* Task instructions *
Leaving the images aside, transcribe all the data below exactly.

━━━━━━━━

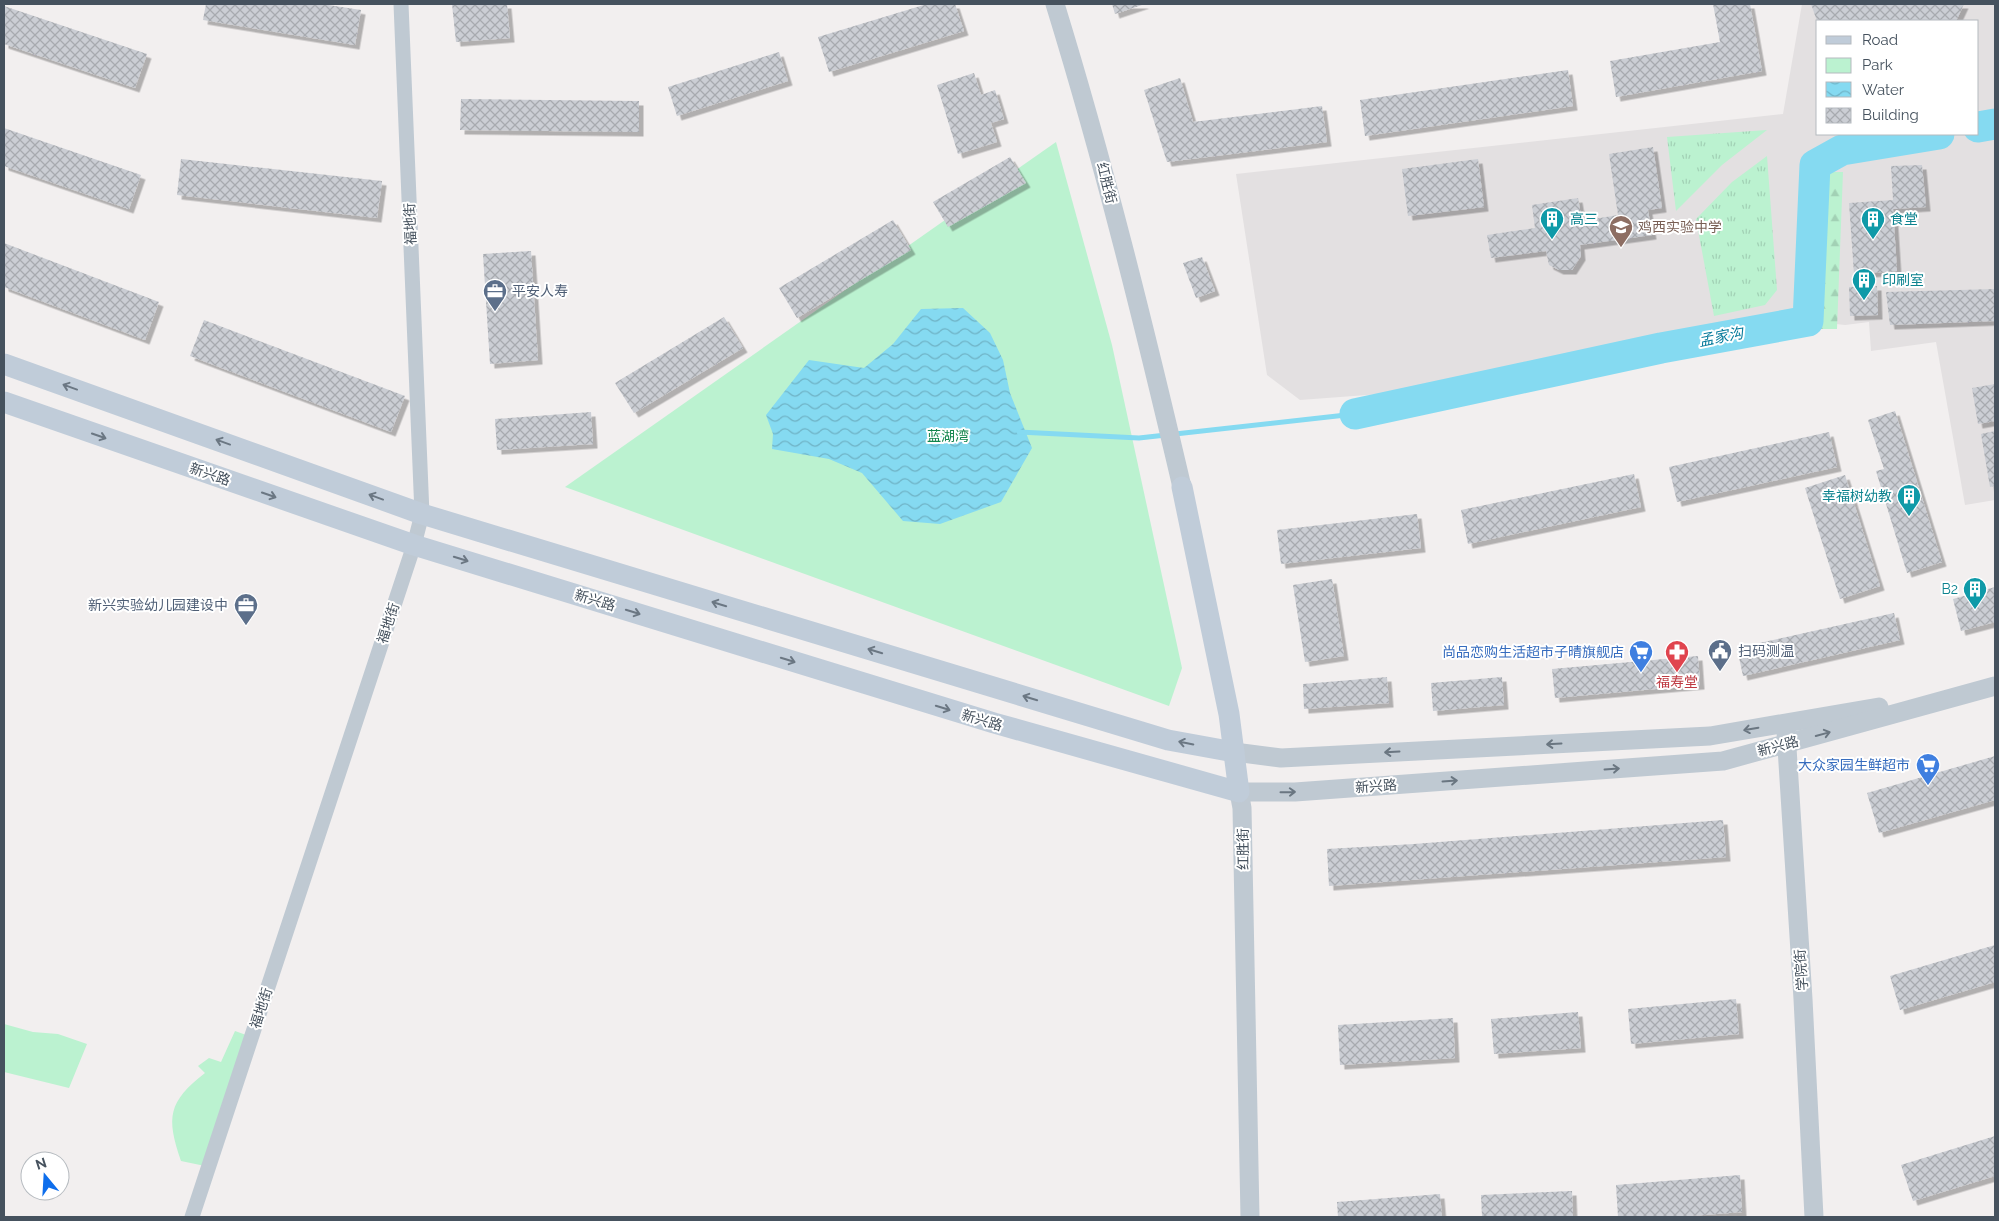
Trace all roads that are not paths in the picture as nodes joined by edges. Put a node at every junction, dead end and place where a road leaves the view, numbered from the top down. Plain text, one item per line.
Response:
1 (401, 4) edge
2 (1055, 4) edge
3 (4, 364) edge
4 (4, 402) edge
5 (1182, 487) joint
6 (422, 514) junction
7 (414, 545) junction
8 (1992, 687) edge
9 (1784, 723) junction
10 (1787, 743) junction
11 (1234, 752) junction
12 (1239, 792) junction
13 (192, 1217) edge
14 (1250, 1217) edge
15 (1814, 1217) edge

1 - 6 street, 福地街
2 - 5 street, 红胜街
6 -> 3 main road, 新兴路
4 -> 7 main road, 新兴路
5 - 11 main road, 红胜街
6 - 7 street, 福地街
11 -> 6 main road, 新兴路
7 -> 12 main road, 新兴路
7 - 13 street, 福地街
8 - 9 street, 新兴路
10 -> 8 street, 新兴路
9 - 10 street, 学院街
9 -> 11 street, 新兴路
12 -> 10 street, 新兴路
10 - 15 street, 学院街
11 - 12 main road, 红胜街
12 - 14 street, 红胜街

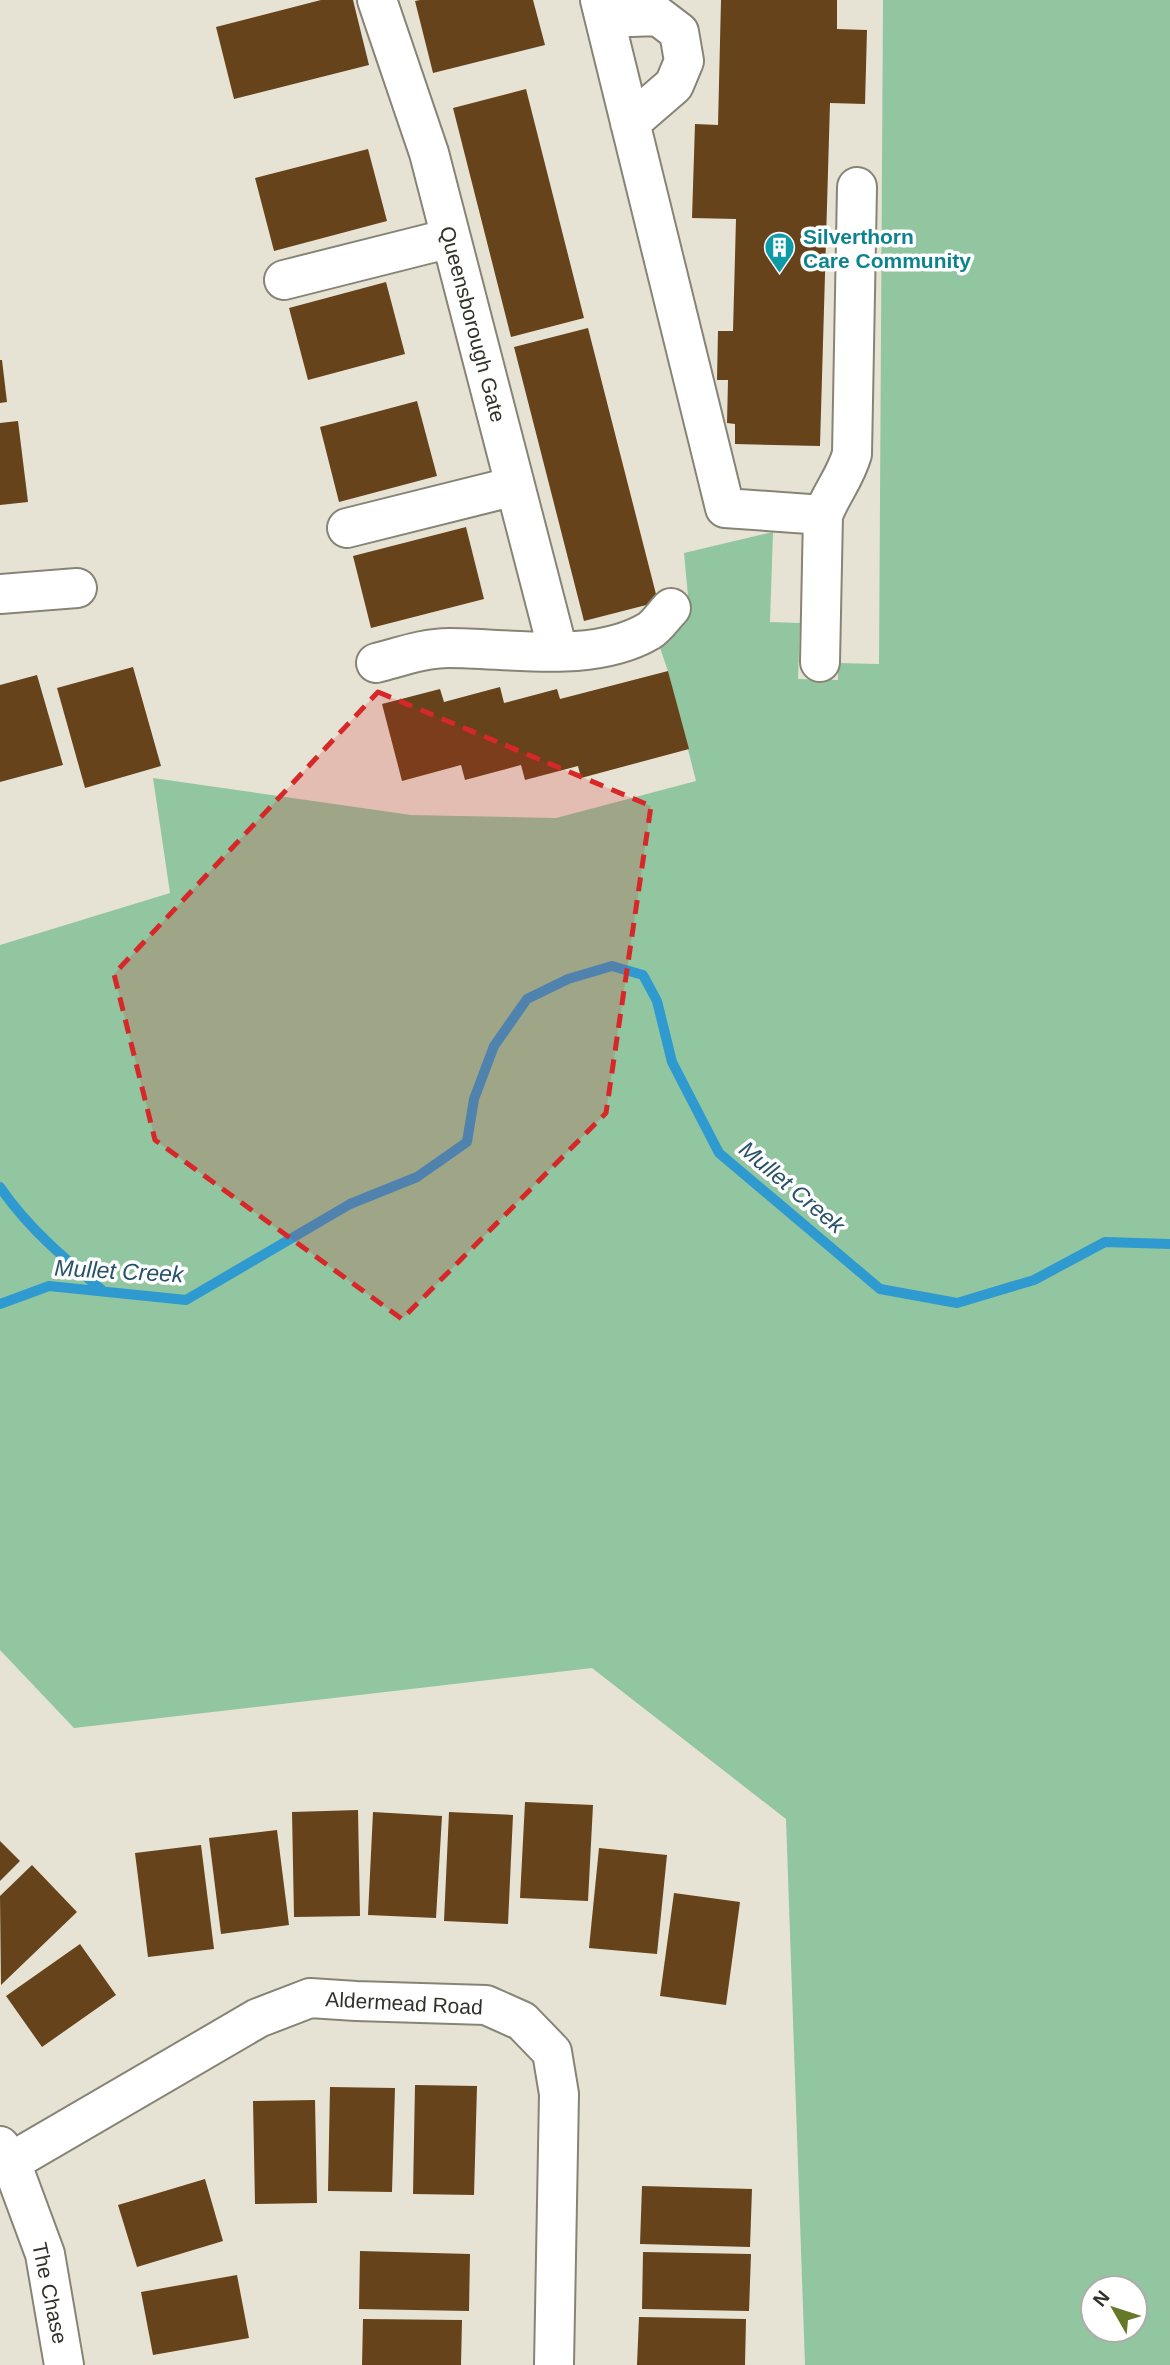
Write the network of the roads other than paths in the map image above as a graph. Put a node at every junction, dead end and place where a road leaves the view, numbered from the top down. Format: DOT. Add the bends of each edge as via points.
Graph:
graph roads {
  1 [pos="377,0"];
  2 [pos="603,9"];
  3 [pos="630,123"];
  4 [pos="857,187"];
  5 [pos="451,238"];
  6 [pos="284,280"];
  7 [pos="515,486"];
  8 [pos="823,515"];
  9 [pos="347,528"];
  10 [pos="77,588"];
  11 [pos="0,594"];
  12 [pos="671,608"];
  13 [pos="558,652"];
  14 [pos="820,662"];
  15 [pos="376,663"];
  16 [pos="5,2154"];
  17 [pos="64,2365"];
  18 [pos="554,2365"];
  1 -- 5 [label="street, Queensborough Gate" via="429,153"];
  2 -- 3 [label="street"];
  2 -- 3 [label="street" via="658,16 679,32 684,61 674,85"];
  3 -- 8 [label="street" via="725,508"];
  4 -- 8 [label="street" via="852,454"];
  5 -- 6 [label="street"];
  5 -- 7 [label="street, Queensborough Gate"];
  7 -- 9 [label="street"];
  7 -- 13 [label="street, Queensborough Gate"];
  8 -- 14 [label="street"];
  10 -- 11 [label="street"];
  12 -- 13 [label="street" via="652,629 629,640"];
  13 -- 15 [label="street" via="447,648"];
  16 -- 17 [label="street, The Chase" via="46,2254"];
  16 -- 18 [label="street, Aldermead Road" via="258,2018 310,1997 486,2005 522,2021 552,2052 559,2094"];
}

━━━━━━━━

* Task solution *
Trace all roads that are not paths in the picture as nodes joined by edges. Put a node at every junction, dead end and place where a road leaves the view, numbered from the top down. Plain text, one item per line.
Response:
1 (401, 4) edge
2 (1055, 4) edge
3 (4, 364) edge
4 (4, 402) edge
5 (1182, 487) joint
6 (422, 514) junction
7 (414, 545) junction
8 (1992, 687) edge
9 (1784, 723) junction
10 (1787, 743) junction
11 (1234, 752) junction
12 (1239, 792) junction
13 (192, 1217) edge
14 (1250, 1217) edge
15 (1814, 1217) edge

1 - 6 street, 福地街
2 - 5 street, 红胜街
6 -> 3 main road, 新兴路
4 -> 7 main road, 新兴路
5 - 11 main road, 红胜街
6 - 7 street, 福地街
11 -> 6 main road, 新兴路
7 -> 12 main road, 新兴路
7 - 13 street, 福地街
8 - 9 street, 新兴路
10 -> 8 street, 新兴路
9 - 10 street, 学院街
9 -> 11 street, 新兴路
12 -> 10 street, 新兴路
10 - 15 street, 学院街
11 - 12 main road, 红胜街
12 - 14 street, 红胜街

Write the network of the roads other than paths in the map image above as a graph. Put a node at every junction, dead end and place where a road leaves the view, numbered from the top down. Format: DOT. Add the bends of each edge as via points.
Graph:
graph roads {
  1 [pos="377,0"];
  2 [pos="603,9"];
  3 [pos="630,123"];
  4 [pos="857,187"];
  5 [pos="451,238"];
  6 [pos="284,280"];
  7 [pos="515,486"];
  8 [pos="823,515"];
  9 [pos="347,528"];
  10 [pos="77,588"];
  11 [pos="0,594"];
  12 [pos="671,608"];
  13 [pos="558,652"];
  14 [pos="820,662"];
  15 [pos="376,663"];
  16 [pos="5,2154"];
  17 [pos="64,2365"];
  18 [pos="554,2365"];
  1 -- 5 [label="street, Queensborough Gate" via="429,153"];
  2 -- 3 [label="street"];
  2 -- 3 [label="street" via="658,16 679,32 684,61 674,85"];
  3 -- 8 [label="street" via="725,508"];
  4 -- 8 [label="street" via="852,454"];
  5 -- 6 [label="street"];
  5 -- 7 [label="street, Queensborough Gate"];
  7 -- 9 [label="street"];
  7 -- 13 [label="street, Queensborough Gate"];
  8 -- 14 [label="street"];
  10 -- 11 [label="street"];
  12 -- 13 [label="street" via="652,629 629,640"];
  13 -- 15 [label="street" via="447,648"];
  16 -- 17 [label="street, The Chase" via="46,2254"];
  16 -- 18 [label="street, Aldermead Road" via="258,2018 310,1997 486,2005 522,2021 552,2052 559,2094"];
}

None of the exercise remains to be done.